* [WORK REQUEST]: Each line below containing the word "than" needs to be shown.

* [DATA FOR THE TASK]:
.....

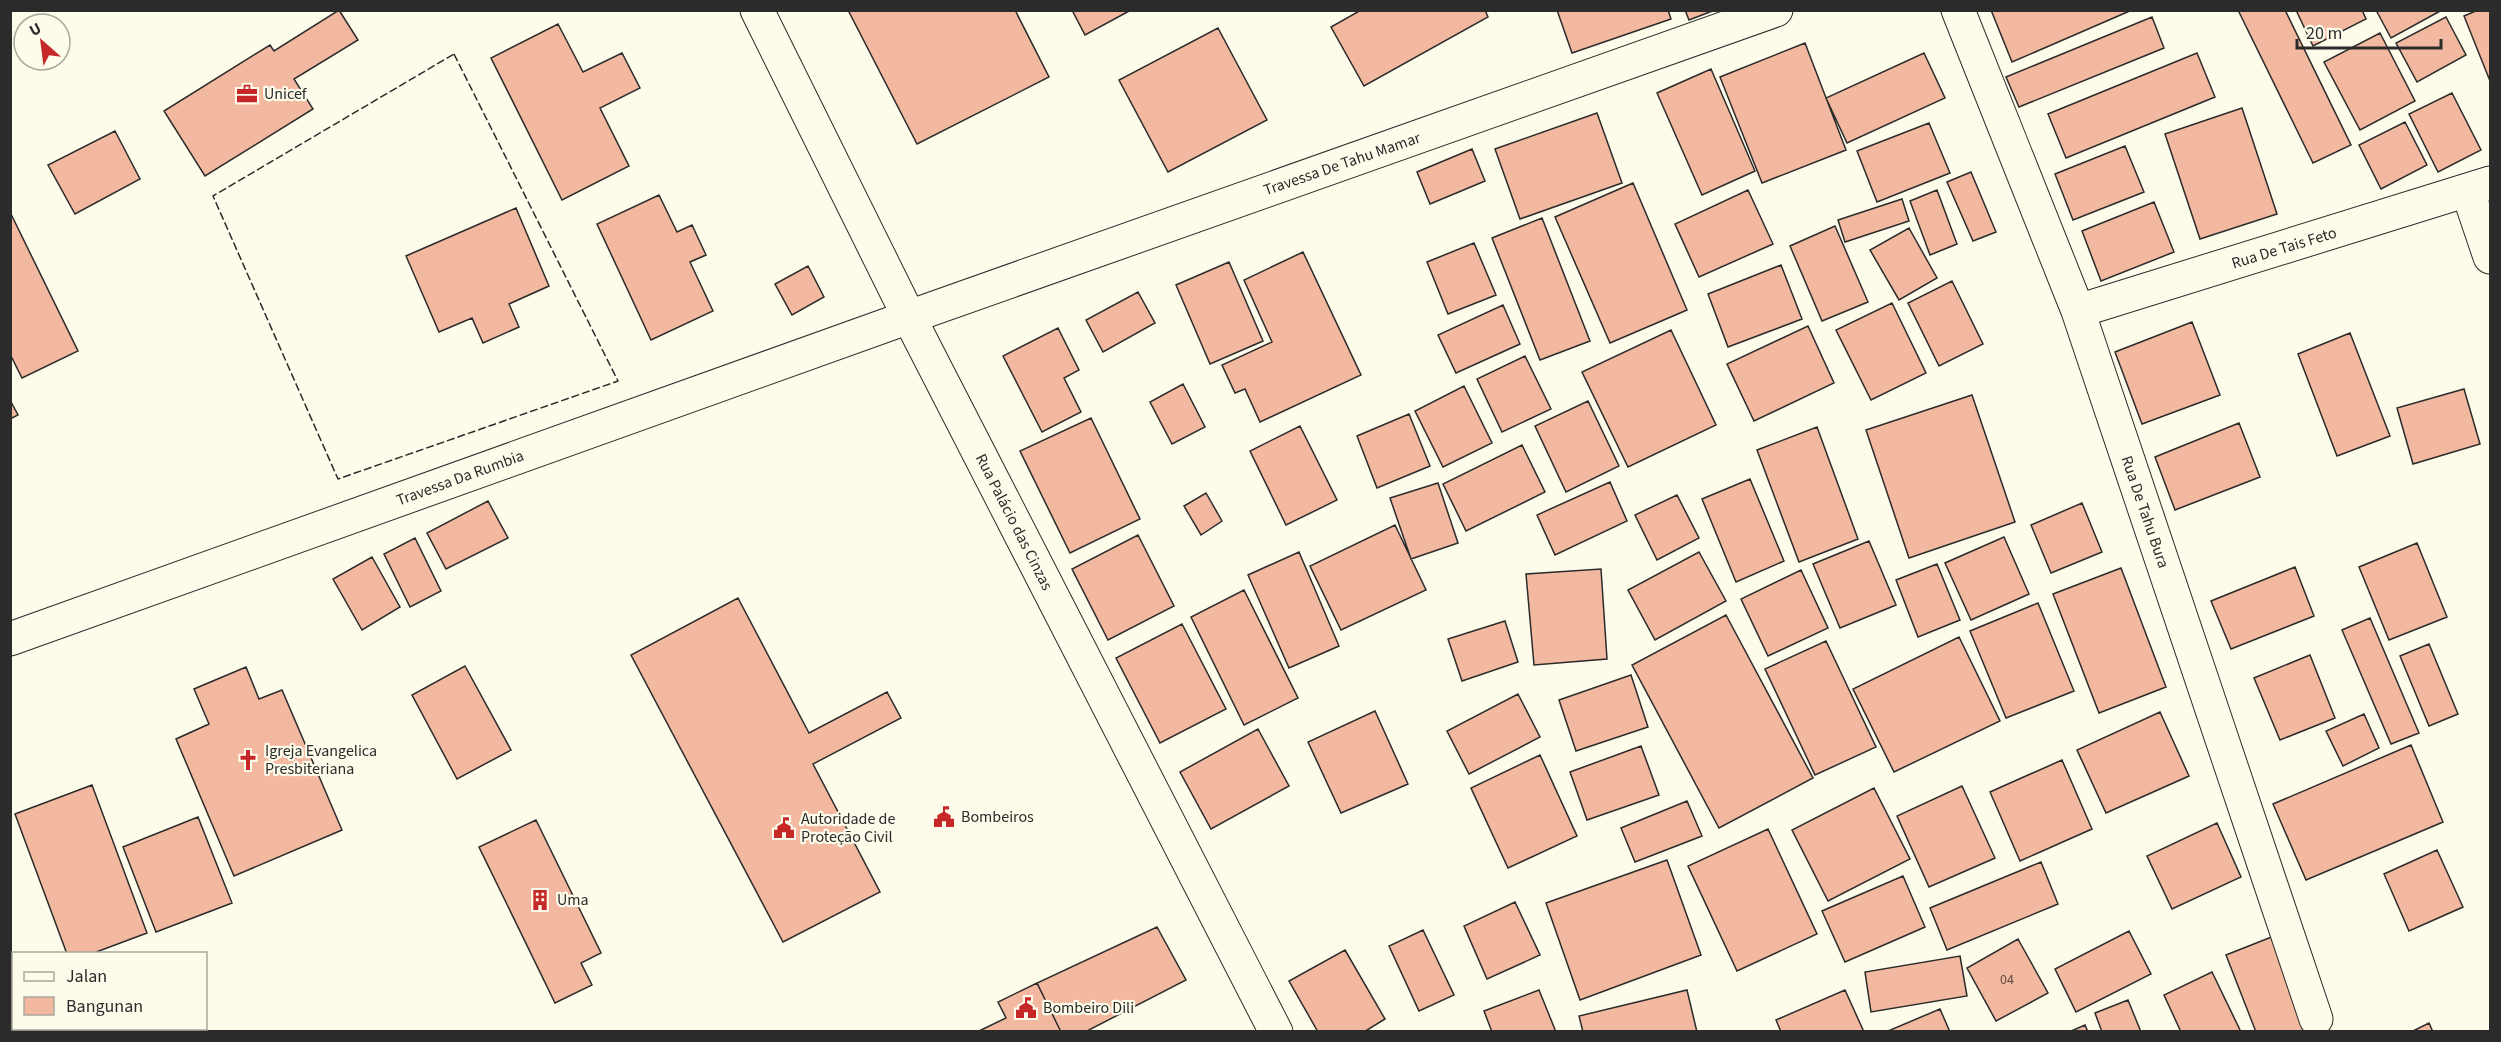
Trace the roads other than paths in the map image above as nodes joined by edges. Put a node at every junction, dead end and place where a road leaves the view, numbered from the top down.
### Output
1 (757, 10) edge
2 (1776, 10) edge
3 (1958, 10) edge
4 (2479, 187) edge
5 (2490, 257) edge
6 (2078, 311) junction
7 (909, 317) junction
8 (10, 639) edge
9 (2316, 1019) dead end
10 (1276, 1032) edge

1 - 7 street, Rua Palácio das Cinzas
2 - 7 street, Travessa De Tahu Mamar
3 - 6 street, Rua De Tahu Bura
4 - 5 street
4 - 6 street, Rua De Tais Feto
6 - 9 street, Rua De Tahu Bura
7 - 8 street, Travessa Da Rumbia
7 - 10 street, Rua Palácio das Cinzas

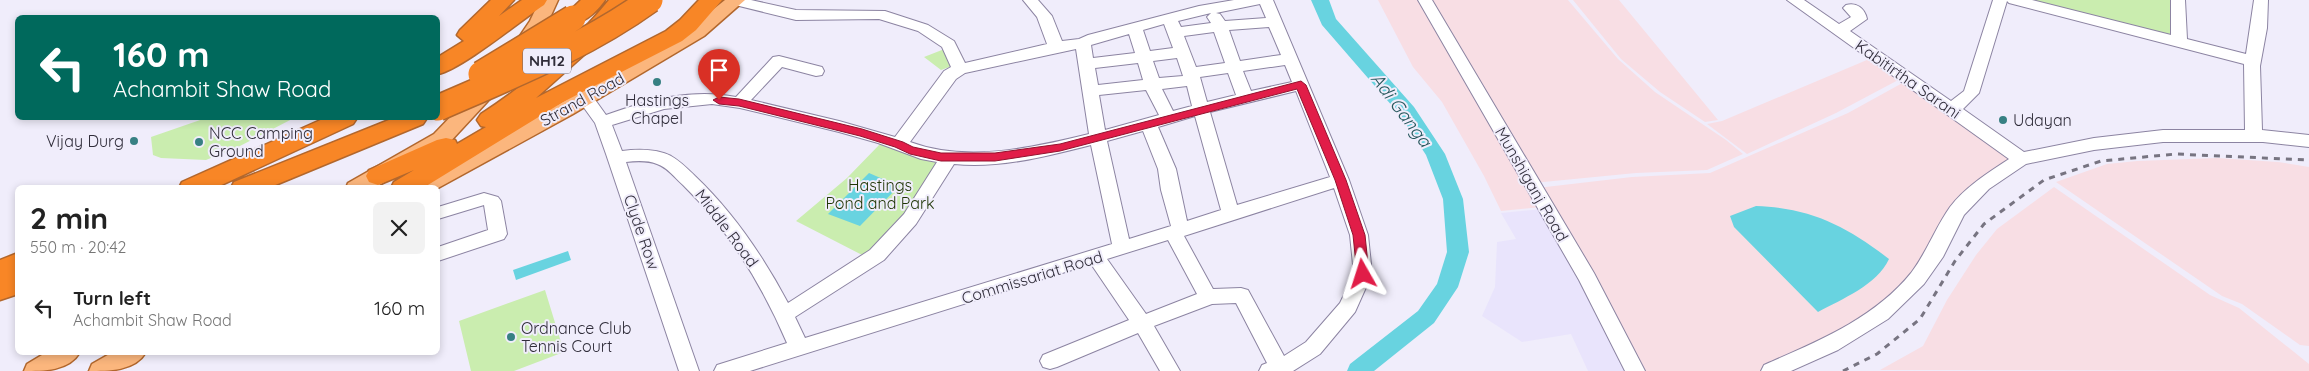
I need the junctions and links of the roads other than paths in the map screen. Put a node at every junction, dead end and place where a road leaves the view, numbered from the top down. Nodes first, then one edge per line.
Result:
1 (503, 0) edge
2 (594, 0) edge
3 (620, 0) edge
4 (650, 0) edge
5 (711, 0) edge
6 (736, 0) edge
7 (1030, 0) edge
8 (1259, 0) edge
9 (1266, 0) edge
10 (1425, 0) edge
11 (1794, 0) edge
12 (2000, 0) edge
13 (2014, 0) edge
14 (2178, 0) edge
15 (2261, 0) edge
16 (544, 3) edge
17 (1851, 8) dead end
18 (1210, 9) junction
19 (1275, 22) junction
20 (1173, 26) junction
21 (1220, 26) junction
22 (1135, 29) junction
23 (1839, 31) junction
24 (1083, 43) junction
25 (2179, 43) junction
26 (1056, 47) junction
27 (1183, 52) junction
28 (440, 56) edge
29 (1144, 57) junction
30 (1290, 59) junction
31 (2253, 62) junction
32 (1086, 64) junction
33 (440, 66) edge
34 (1234, 66) junction
35 (960, 68) junction
36 (816, 71) dead end
37 (1192, 76) junction
38 (1153, 85) junction
39 (1301, 85) junction
40 (1091, 91) junction
41 (440, 94) edge
42 (585, 98) junction
43 (1244, 98) junction
44 (739, 103) junction
45 (440, 107) edge
46 (1202, 109) junction
47 (1952, 109) junction
48 (1169, 118) junction
49 (339, 120) edge
50 (387, 120) edge
51 (410, 120) edge
52 (603, 122) junction
53 (1149, 125) junction
54 (2254, 136) junction
55 (1098, 138) junction
56 (2309, 141) edge
57 (899, 144) junction
58 (949, 157) junction
59 (617, 158) junction
60 (2021, 160) junction
61 (378, 176) junction
62 (1340, 180) junction
63 (198, 185) edge
64 (248, 185) edge
65 (362, 185) edge
66 (408, 185) edge
67 (427, 185) edge
68 (440, 212) edge
69 (1231, 215) junction
70 (1177, 232) junction
71 (1122, 249) junction
72 (440, 253) edge
73 (1096, 257) junction
74 (15, 264) edge
75 (0, 271) edge
76 (15, 283) edge
77 (0, 290) edge
78 (1208, 297) junction
79 (786, 314) junction
80 (1142, 324) junction
81 (799, 348) junction
82 (129, 355) edge
83 (63, 359) edge
84 (1050, 361) dead end
85 (1275, 370) edge
86 (36, 371) edge
87 (100, 371) edge
88 (689, 371) edge
89 (724, 371) edge
90 (1170, 371) edge
91 (1636, 371) edge
92 (1771, 371) edge

1 - 28 highway
2 - 41 highway, bridge
3 - 61 highway
4 - 45 highway, NH12, bridge
5 - 66 highway
6 - 35 street
6 - 42 main road, Strand Road
7 - 26 street
8 - 18 street
9 - 19 street
10 - 91 street, Munshiganj Road
11 - 23 street, Kabitirtha Sarani
12 - 47 street
13 - 25 street
14 - 25 street
15 - 31 street
16 - 33 highway
16 - 61 main road
17 - 23 street
18 - 20 street
18 - 21 street
19 - 21 street
19 - 30 street
20 - 21 street
20 - 22 street
20 - 27 street
21 - 34 street
22 - 24 street
22 - 29 street
23 - 47 street, Kabitirtha Sarani
24 - 26 street
24 - 32 street
25 - 31 street
26 - 35 street
27 - 29 street
27 - 37 street
29 - 32 street
29 - 38 street
30 - 34 street
30 - 39 street
31 - 54 street
32 - 40 street
34 - 37 street
34 - 43 street
35 - 57 street
36 - 44 street
37 - 38 street
37 - 46 street
38 - 40 street
38 - 48 street
39 - 43 street
39 - 62 street
40 - 55 street
42 - 52 street, Clyde Row
42 - 67 main road, Strand Road
43 - 46 street
44 - 52 street
44 - 57 street
46 - 48 street
46 - 69 street
47 - 60 street, Kabitirtha Sarani
48 - 53 street
49 - 63 highway
50 - 64 highway
51 - 64 highway
52 - 59 street, Clyde Row
53 - 55 street
53 - 70 street
54 - 56 street
54 - 60 street
55 - 58 street
55 - 71 street
57 - 58 street
58 - 79 street
59 - 79 street, Middle Road
59 - 88 street, Clyde Row
60 - 92 street
61 - 65 main road
62 - 69 street, Commissariat Road
62 - 85 street
68 - 72 street
69 - 70 street, Commissariat Road
70 - 71 street, Commissariat Road
70 - 78 street
71 - 73 street, Commissariat Road
73 - 80 street
73 - 81 street, Commissariat Road
74 - 75 highway
76 - 77 highway
78 - 80 street
78 - 85 street
79 - 81 street, Middle Road
80 - 84 street
80 - 90 street
81 - 89 street, Commissariat Road
82 - 87 main road
83 - 86 main road

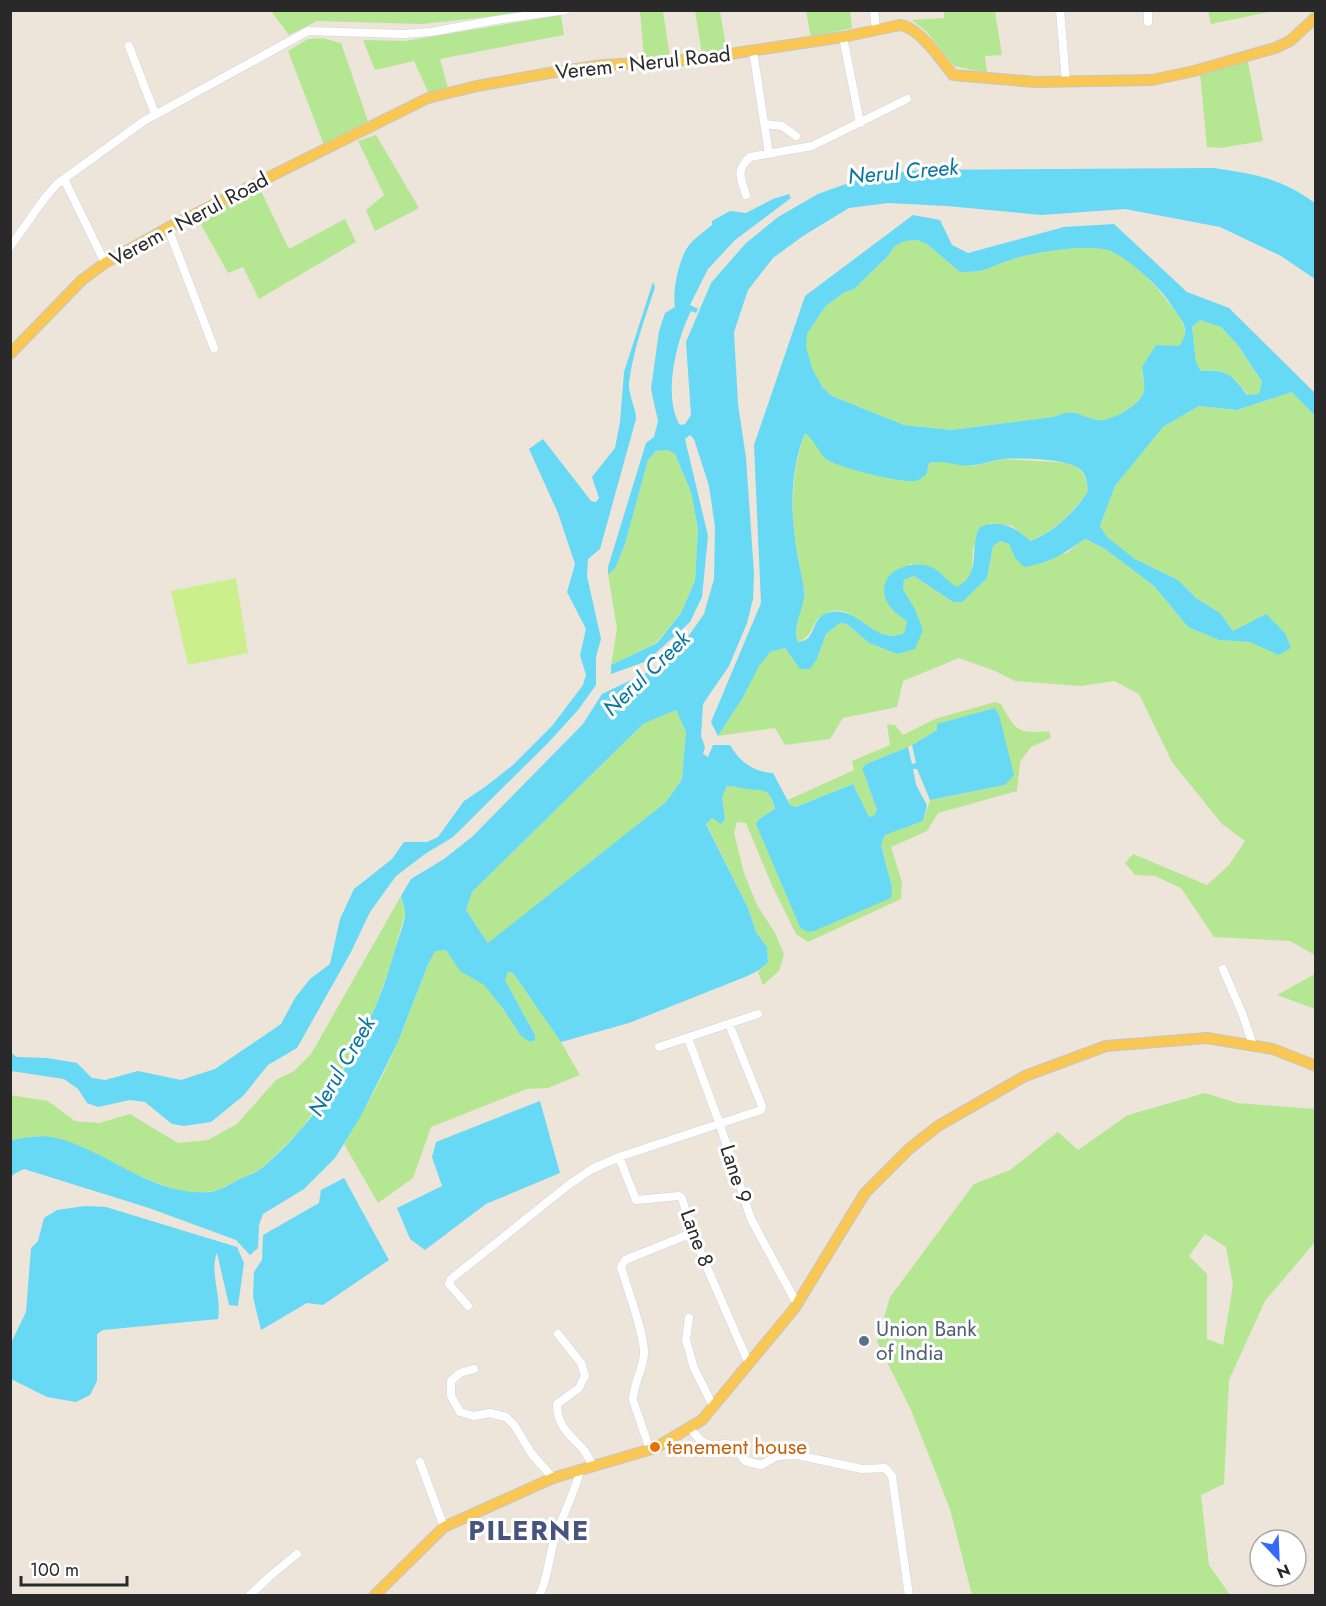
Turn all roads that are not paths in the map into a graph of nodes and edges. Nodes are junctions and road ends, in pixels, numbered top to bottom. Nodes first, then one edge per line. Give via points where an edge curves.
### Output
1 (566, 10) edge
2 (874, 10) edge
3 (1060, 10) edge
4 (1148, 10) edge
5 (1316, 17) edge
6 (1148, 22) dead end
7 (876, 30) junction
8 (843, 37) junction
9 (129, 46) dead end
10 (753, 51) junction
11 (1066, 82) junction
12 (908, 99) dead end
13 (155, 114) junction
14 (860, 123) junction
15 (765, 124) junction
16 (796, 136) dead end
17 (769, 154) junction
18 (64, 179) junction
19 (746, 195) dead end
20 (168, 228) junction
21 (10, 247) edge
22 (105, 263) junction
23 (214, 348) dead end
24 (10, 354) edge
25 (1223, 969) dead end
26 (758, 1014) dead end
27 (729, 1024) junction
28 (688, 1038) junction
29 (1253, 1046) junction
30 (660, 1047) dead end
31 (1316, 1066) edge
32 (720, 1125) junction
33 (619, 1157) junction
34 (692, 1233) junction
35 (797, 1304) junction
36 (468, 1306) dead end
37 (690, 1318) dead end
38 (558, 1334) dead end
39 (748, 1364) junction
40 (474, 1369) dead end
41 (714, 1406) junction
42 (690, 1428) junction
43 (650, 1450) junction
44 (420, 1462) dead end
45 (593, 1466) junction
46 (580, 1470) junction
47 (553, 1478) junction
48 (444, 1527) junction
49 (297, 1554) dead end
50 (249, 1596) edge
51 (374, 1596) edge
52 (539, 1596) edge
53 (909, 1596) edge

1 - 13 street via 431,32 308,31
2 - 7 street
3 - 11 street
4 - 6 street
5 - 11 main road, Verem - Nerul Road via 1290,41 1275,48 1194,71 1152,80
7 - 8 main road, Verem - Nerul Road
7 - 11 main road, Verem - Nerul Road via 900,25 912,29 953,75
8 - 10 main road, Verem - Nerul Road
8 - 14 street
9 - 13 street
10 - 15 street
10 - 20 main road, Verem - Nerul Road via 675,62 603,65 428,98
12 - 14 street
13 - 18 street
14 - 17 street via 812,146
15 - 16 street via 782,126
15 - 17 street
17 - 19 street via 750,157 743,163 739,173
18 - 21 street via 44,199
18 - 22 street
20 - 22 main road, Verem - Nerul Road
20 - 23 street
22 - 24 main road, Verem - Nerul Road via 82,280
25 - 29 street
26 - 27 street
27 - 28 street
27 - 32 street via 762,1108
28 - 30 street
28 - 32 street, Lane 9
29 - 31 main road via 1273,1049
29 - 35 main road via 1207,1038 1106,1046 1025,1076 938,1126 909,1149 865,1193
32 - 33 street
32 - 35 street, Lane 9 via 750,1219
33 - 34 street, Lane 8 via 634,1199 679,1196
33 - 36 street via 570,1183 451,1280 449,1284
34 - 39 street, Lane 8
34 - 43 street via 626,1260 621,1267 644,1345 633,1400
35 - 39 main road
37 - 41 street via 686,1340 694,1368
38 - 45 street via 581,1363 585,1376 579,1388 557,1404 557,1413 568,1435
39 - 41 main road
40 - 47 street via 451,1381 451,1396 460,1412 506,1418
41 - 42 main road
42 - 43 main road
42 - 53 street via 702,1442 726,1443 737,1449 745,1461 761,1464 777,1456 797,1455 862,1468 885,1468 892,1476
43 - 45 main road
44 - 48 street
45 - 46 main road
46 - 47 main road
46 - 52 street via 555,1536 545,1586
47 - 48 main road
48 - 51 main road
49 - 50 street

.....

* [RESPONSE TO THE EXERCISE]:
Trace the roads other than paths in the map image above as nodes joined by edges. Put a node at every junction, dead end and place where a road leaves the view, numbered from the top down.
I need the junctions and links of the roads other than paths in the map screen. Put a node at every junction, dead end and place where a road leaves the view, numbered from the top down. Nodes first, then one edge per line.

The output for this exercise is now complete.